## ACTIVITY
Send back the data below exactly. Drop every picture.

## TASK MATERIAL
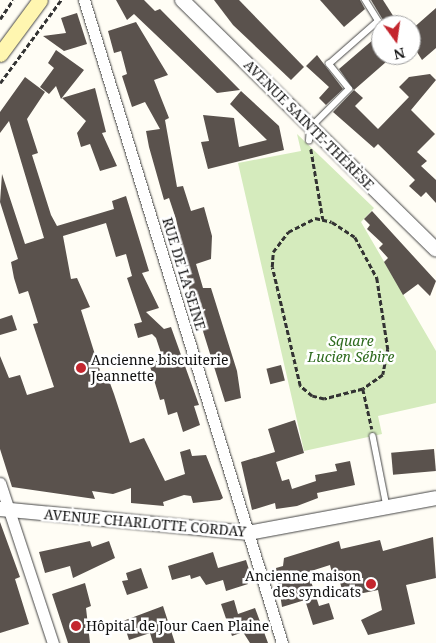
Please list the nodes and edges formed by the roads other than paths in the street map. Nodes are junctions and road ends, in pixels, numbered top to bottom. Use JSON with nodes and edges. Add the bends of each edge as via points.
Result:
{"nodes":[{"id":1,"x":40,"y":0,"type":"edge"},
{"id":2,"x":84,"y":0,"type":"edge"},
{"id":3,"x":182,"y":0,"type":"edge"},
{"id":4,"x":365,"y":0,"type":"edge"},
{"id":5,"x":0,"y":54,"type":"edge"},
{"id":6,"x":310,"y":134,"type":"junction"},
{"id":7,"x":436,"y":250,"type":"edge"},
{"id":8,"x":373,"y":436,"type":"road end"},
{"id":9,"x":0,"y":483,"type":"edge"},
{"id":10,"x":436,"y":498,"type":"edge"},
{"id":11,"x":5,"y":509,"type":"edge"},
{"id":12,"x":387,"y":509,"type":"junction"},
{"id":13,"x":248,"y":533,"type":"junction"},
{"id":14,"x":53,"y":643,"type":"edge"},
{"id":15,"x":282,"y":643,"type":"edge"}],
"edges":[{"from":1,"to":5,"type":"main road"},
{"from":2,"to":13,"type":"street","name":"RUE DE LA SEINE"},
{"from":3,"to":6,"type":"street","name":"AVENUE SAINTE-THÉRÈSE"},
{"from":4,"to":6,"type":"lane","via":[[378,21],[329,64],[349,89]]},
{"from":6,"to":7,"type":"street","name":"AVENUE SAINTE-THÉRÈSE"},
{"from":8,"to":12,"type":"lane"},
{"from":9,"to":11,"type":"street"},
{"from":10,"to":12,"type":"street","name":"AVENUE CHARLOTTE CORDAY"},
{"from":11,"to":13,"type":"street","name":"AVENUE CHARLOTTE CORDAY"},
{"from":11,"to":14,"type":"street"},
{"from":12,"to":13,"type":"street","name":"AVENUE CHARLOTTE CORDAY"},
{"from":13,"to":15,"type":"street","name":"RUE DE LA SEINE"}]}
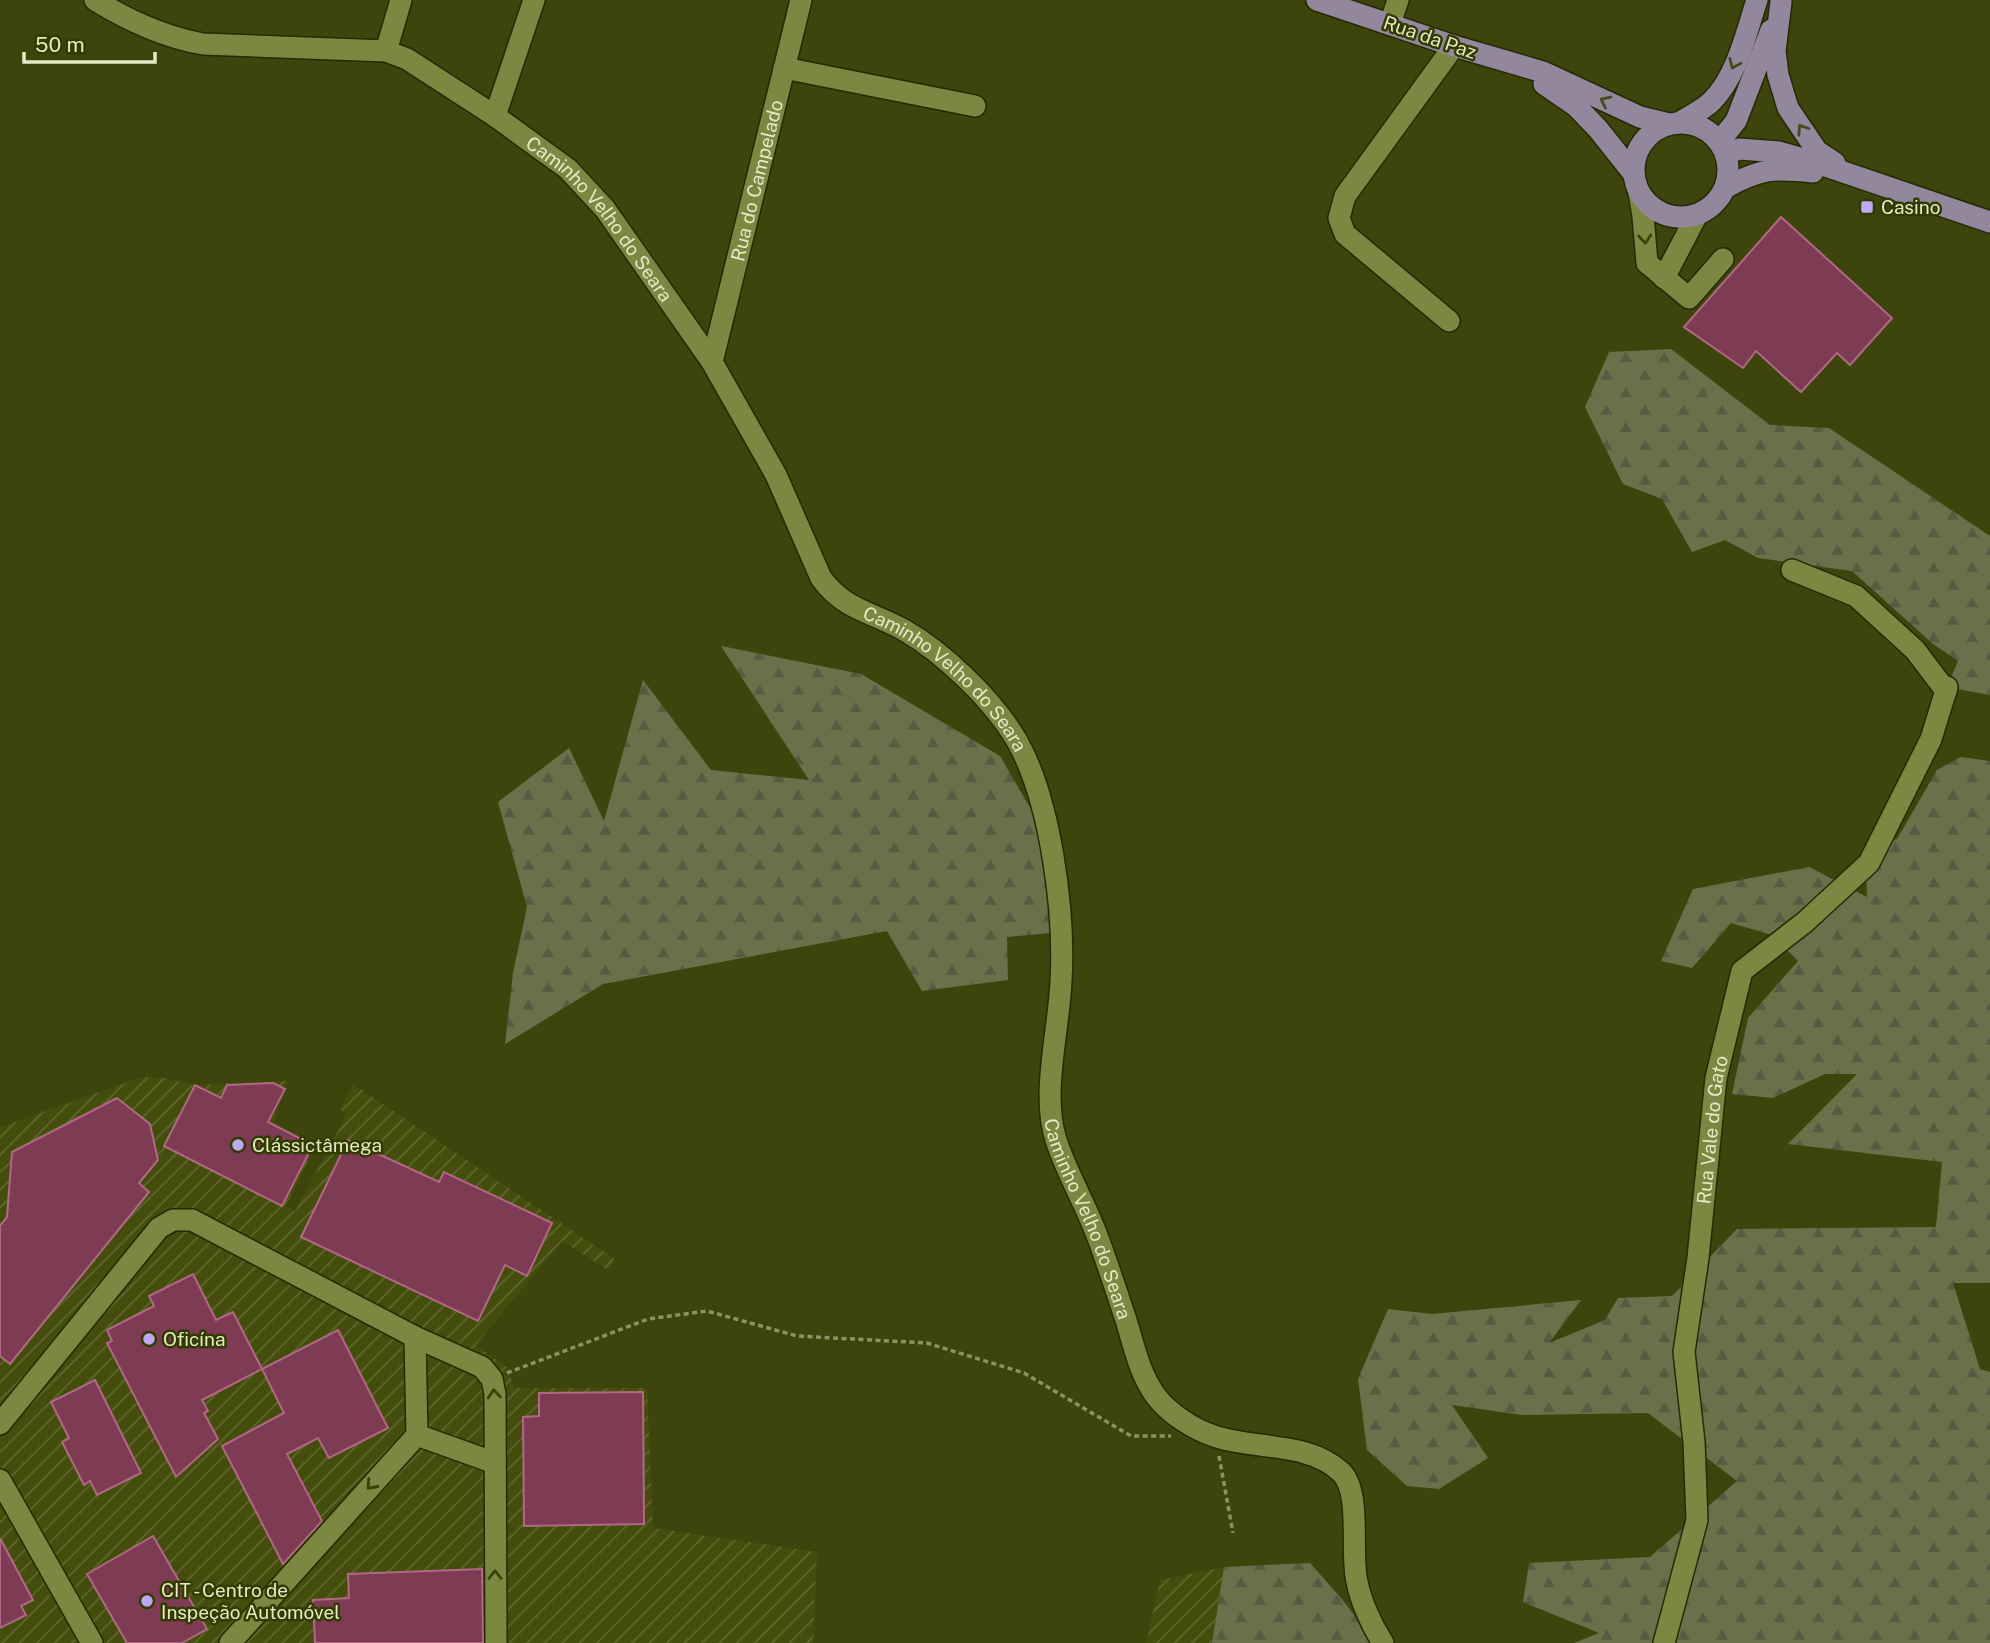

## SOLUTION TO THE EXERCISE
Please list the nodes and edges formed by the roads other than paths in the street map. Nodes are junctions and road ends, in pixels, numbered top to bottom. Use JSON with nodes and edges. Add the bends of each edge as via points.
Result:
{"nodes":[{"id":1,"x":40,"y":0,"type":"edge"},
{"id":2,"x":84,"y":0,"type":"edge"},
{"id":3,"x":182,"y":0,"type":"edge"},
{"id":4,"x":365,"y":0,"type":"edge"},
{"id":5,"x":0,"y":54,"type":"edge"},
{"id":6,"x":310,"y":134,"type":"junction"},
{"id":7,"x":436,"y":250,"type":"edge"},
{"id":8,"x":373,"y":436,"type":"road end"},
{"id":9,"x":0,"y":483,"type":"edge"},
{"id":10,"x":436,"y":498,"type":"edge"},
{"id":11,"x":5,"y":509,"type":"edge"},
{"id":12,"x":387,"y":509,"type":"junction"},
{"id":13,"x":248,"y":533,"type":"junction"},
{"id":14,"x":53,"y":643,"type":"edge"},
{"id":15,"x":282,"y":643,"type":"edge"}],
"edges":[{"from":1,"to":5,"type":"main road"},
{"from":2,"to":13,"type":"street","name":"RUE DE LA SEINE"},
{"from":3,"to":6,"type":"street","name":"AVENUE SAINTE-THÉRÈSE"},
{"from":4,"to":6,"type":"lane","via":[[378,21],[329,64],[349,89]]},
{"from":6,"to":7,"type":"street","name":"AVENUE SAINTE-THÉRÈSE"},
{"from":8,"to":12,"type":"lane"},
{"from":9,"to":11,"type":"street"},
{"from":10,"to":12,"type":"street","name":"AVENUE CHARLOTTE CORDAY"},
{"from":11,"to":13,"type":"street","name":"AVENUE CHARLOTTE CORDAY"},
{"from":11,"to":14,"type":"street"},
{"from":12,"to":13,"type":"street","name":"AVENUE CHARLOTTE CORDAY"},
{"from":13,"to":15,"type":"street","name":"RUE DE LA SEINE"}]}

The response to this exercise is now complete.